June 7, 2011. Niagara Falls, New York. A figure in a yellow hat and a white running jacket crosses a bridge into Ontario, Canada. A sign. News of a video shoot. An invitation to participate. The man in the yellow hat turns it down. His regrets begin immediately. The man in the yellow hat makes a u-turn.
A black man and an accordion player lean against a fence. The black man begins to sing. The music begins to play. Some teenagers begin to hop around. Bollywood is in the air. Bollywood is in the man in the yellow hat's genetics. The man in the yellow hat's limbs begin to move. There are cameras everywhere.
Twenty-three days before T: An MBTA Musical and over 5 months from the release of Cambridge Street, the man in the yellow hat makes his mark in Canada in a flash mob tourism video.
The man can't wait to see himself when the video's done.
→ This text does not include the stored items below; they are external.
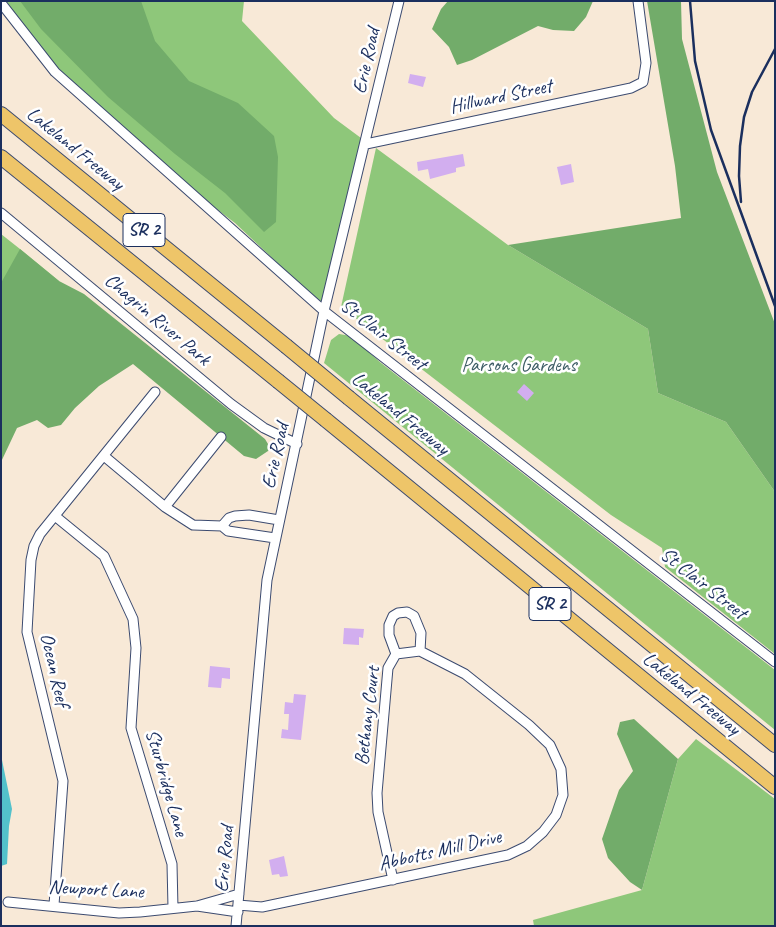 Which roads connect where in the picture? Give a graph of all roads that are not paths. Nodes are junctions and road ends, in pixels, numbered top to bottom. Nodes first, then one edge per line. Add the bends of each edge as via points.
1 (399, 1) edge
2 (638, 1) edge
3 (1, 2) edge
4 (1, 114) edge
5 (366, 144) junction
6 (1, 157) edge
7 (1, 212) edge
8 (324, 311) junction
9 (155, 392) dead end
10 (221, 437) dead end
11 (297, 444) junction
12 (104, 456) junction
13 (165, 507) junction
14 (55, 516) junction
15 (279, 520) junction
16 (222, 526) junction
17 (275, 538) junction
18 (420, 651) junction
19 (396, 654) junction
20 (775, 662) edge
21 (775, 745) edge
22 (775, 787) edge
23 (394, 880) junction
24 (239, 894) junction
25 (8, 902) dead end
26 (54, 905) junction
27 (197, 906) junction
28 (173, 908) junction
29 (238, 909) junction
30 (236, 926) edge

1 - 5 street, Erie Road
2 - 5 street, Hillward Street via 646,63 643,82 631,88
3 - 8 street, St Clair Street via 55,72
4 - 21 highway, Lakeland Freeway / SR 2, bridge
5 - 8 street, Erie Road
6 - 22 highway, Lakeland Freeway / SR 2, bridge
7 - 11 street, Chagrin River Park via 231,404 264,428
8 - 11 street, Erie Road
8 - 20 street, St Clair Street
9 - 12 street, Ocean Reef
10 - 13 street
11 - 15 street, Erie Road
12 - 13 street
12 - 14 street, Ocean Reef
13 - 16 street via 193,525
14 - 26 street, Ocean Reef via 34,546 26,632 63,781
14 - 28 street, Sturbridge Lane via 104,556 133,619 136,648 131,728 172,864
15 - 16 street via 235,516
15 - 17 street, Erie Road
16 - 17 street via 228,531
17 - 24 street, Erie Road via 262,622
18 - 19 street
18 - 19 street, Bethany Court via 418,622 407,612 398,613 389,625
18 - 23 street, Abbotts Mill Drive via 466,674 550,746 561,769 563,795 556,815 527,846 508,855
19 - 23 street, Bethany Court via 388,668 377,793 378,812
23 - 29 street, Abbotts Mill Drive
24 - 27 street, Newport Lane
24 - 29 street, Erie Road
25 - 26 street, Newport Lane
26 - 28 street, Newport Lane via 119,913
27 - 28 street, Newport Lane
27 - 29 street, Abbotts Mill Drive
29 - 30 street, Erie Road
Fast forward. The 2011 IIFA Awards in Toronto. Opening. A video comes into view, projected on a screen and shot from a handheld camera. In the video, a black man and an accordion player lean against the fence at Niagara Falls. A familiar song begins. The black man begins to sing. Interspersed with some dancing fools on a beach and some celebrities, there is a group of teenagers and moms at Niagara Falls. And a man in a yellow hat! See him?
Some of those pixels are my flesh and blood. I swear.
$5 to anybody who can send me a clear screenshot of me in the flash mob. I think the 3 minute mark is your best bet. I'm somewhere in the back there.
Aren't I?
Catch up, America. I'm famous in Canada. At least, my pixels are.